Problem details ->
Copy the lines below exactly, starting with the first and finishing with the one holding "thumb ip: (246, 383)"; do not copy the pictures.

-- Opening Marker --

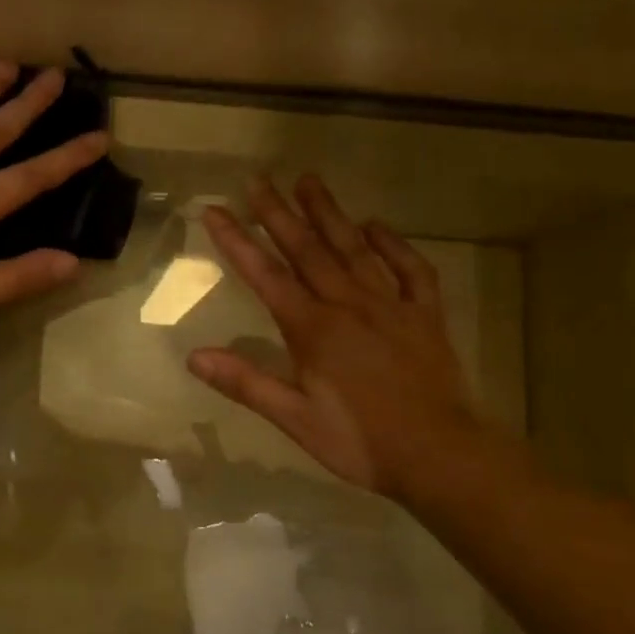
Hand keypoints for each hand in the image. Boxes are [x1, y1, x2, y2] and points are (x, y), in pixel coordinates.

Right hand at [188, 175, 499, 501]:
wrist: (440, 454)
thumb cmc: (360, 441)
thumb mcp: (294, 418)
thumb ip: (246, 383)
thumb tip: (194, 356)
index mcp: (313, 328)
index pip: (265, 275)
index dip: (237, 241)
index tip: (215, 209)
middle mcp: (348, 304)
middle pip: (307, 249)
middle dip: (278, 213)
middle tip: (258, 179)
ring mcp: (390, 304)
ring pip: (354, 248)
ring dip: (329, 213)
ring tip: (309, 181)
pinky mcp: (425, 315)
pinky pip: (411, 269)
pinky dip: (393, 245)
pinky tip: (376, 226)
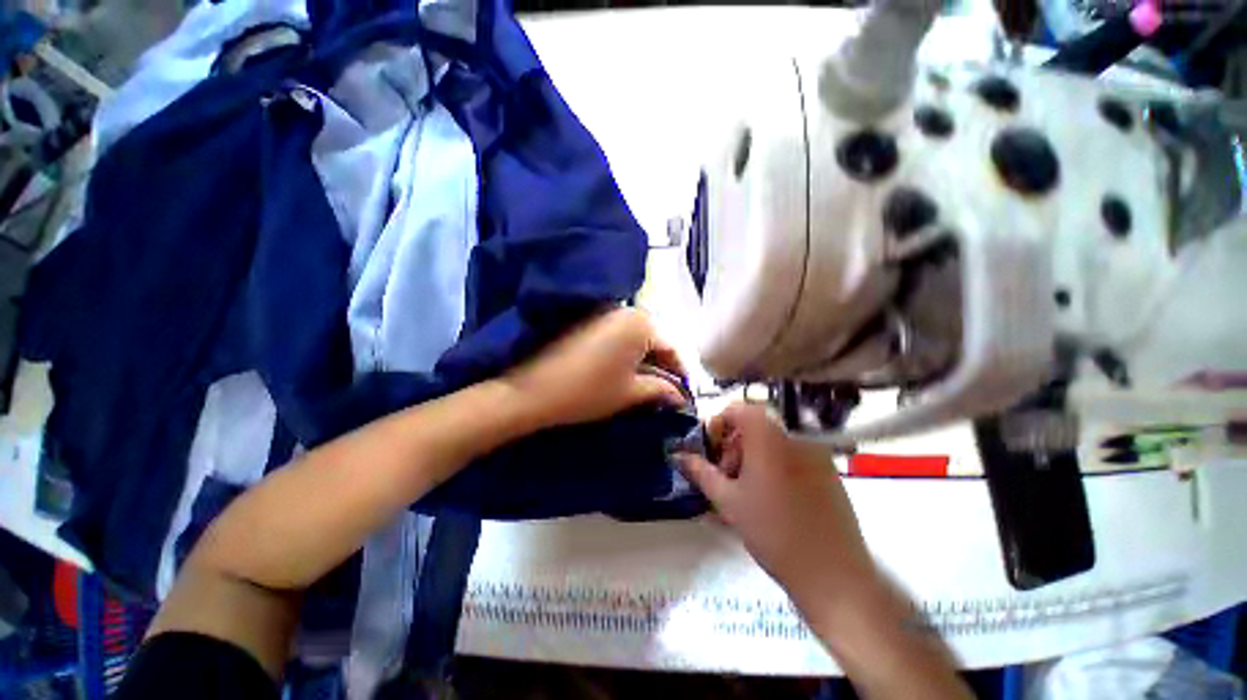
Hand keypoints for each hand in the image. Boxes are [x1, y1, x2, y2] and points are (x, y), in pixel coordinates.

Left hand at [501, 308, 688, 429]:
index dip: (679, 373)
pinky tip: (620, 371)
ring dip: (642, 360)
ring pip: (634, 338)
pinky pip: (615, 336)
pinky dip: (623, 353)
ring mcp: (602, 313)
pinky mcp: (585, 320)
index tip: (682, 395)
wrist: (531, 390)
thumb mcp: (631, 393)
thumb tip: (681, 396)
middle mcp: (624, 310)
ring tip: (643, 384)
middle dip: (660, 366)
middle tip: (663, 392)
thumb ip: (662, 390)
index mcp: (641, 323)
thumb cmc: (588, 391)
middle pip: (652, 340)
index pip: (671, 348)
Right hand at [680, 404, 972, 699]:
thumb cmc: (772, 531)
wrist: (832, 575)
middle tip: (725, 478)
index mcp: (769, 438)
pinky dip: (775, 466)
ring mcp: (816, 454)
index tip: (712, 451)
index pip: (739, 409)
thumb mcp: (728, 501)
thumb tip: (677, 454)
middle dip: (734, 446)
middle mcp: (795, 437)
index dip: (720, 424)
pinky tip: (772, 499)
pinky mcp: (829, 472)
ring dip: (753, 458)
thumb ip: (701, 472)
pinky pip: (793, 456)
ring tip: (746, 492)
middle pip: (755, 427)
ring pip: (773, 443)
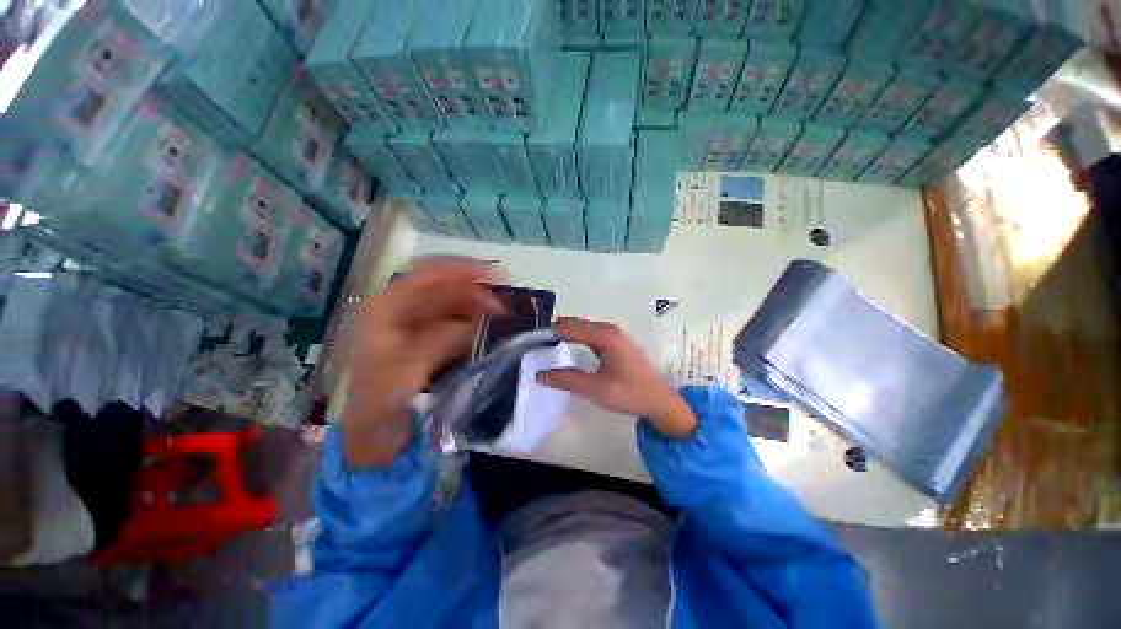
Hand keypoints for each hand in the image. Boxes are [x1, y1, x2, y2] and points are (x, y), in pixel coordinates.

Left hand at [342, 258, 504, 467]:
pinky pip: (453, 317)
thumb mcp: (412, 367)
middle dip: (475, 290)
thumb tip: (479, 321)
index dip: (460, 270)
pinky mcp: (425, 333)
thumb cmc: (384, 397)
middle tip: (504, 302)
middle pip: (442, 286)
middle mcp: (398, 306)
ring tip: (502, 313)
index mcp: (385, 308)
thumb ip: (445, 339)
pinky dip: (472, 318)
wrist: (374, 426)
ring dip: (477, 304)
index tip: (493, 276)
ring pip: (451, 301)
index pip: (426, 275)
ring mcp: (412, 319)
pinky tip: (488, 323)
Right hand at [538, 318, 696, 438]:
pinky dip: (576, 340)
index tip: (531, 343)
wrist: (660, 401)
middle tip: (536, 347)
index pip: (569, 325)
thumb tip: (539, 375)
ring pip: (582, 329)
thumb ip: (567, 380)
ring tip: (547, 349)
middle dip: (555, 333)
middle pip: (575, 324)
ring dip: (565, 336)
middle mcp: (608, 330)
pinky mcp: (615, 343)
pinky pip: (589, 335)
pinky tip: (567, 351)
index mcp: (604, 336)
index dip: (549, 332)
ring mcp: (613, 335)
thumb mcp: (596, 389)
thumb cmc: (630, 394)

-- Closing Marker --

Result ->
Hand keypoints for each hand in the image. Boxes are [x1, y1, x2, y2] and points are (x, y), in pixel coordinates.

Right hand at [188, 175, 499, 501]:
wrist: (440, 454)
thumb cmc: (360, 441)
thumb mcp: (294, 418)
thumb ip: (246, 383)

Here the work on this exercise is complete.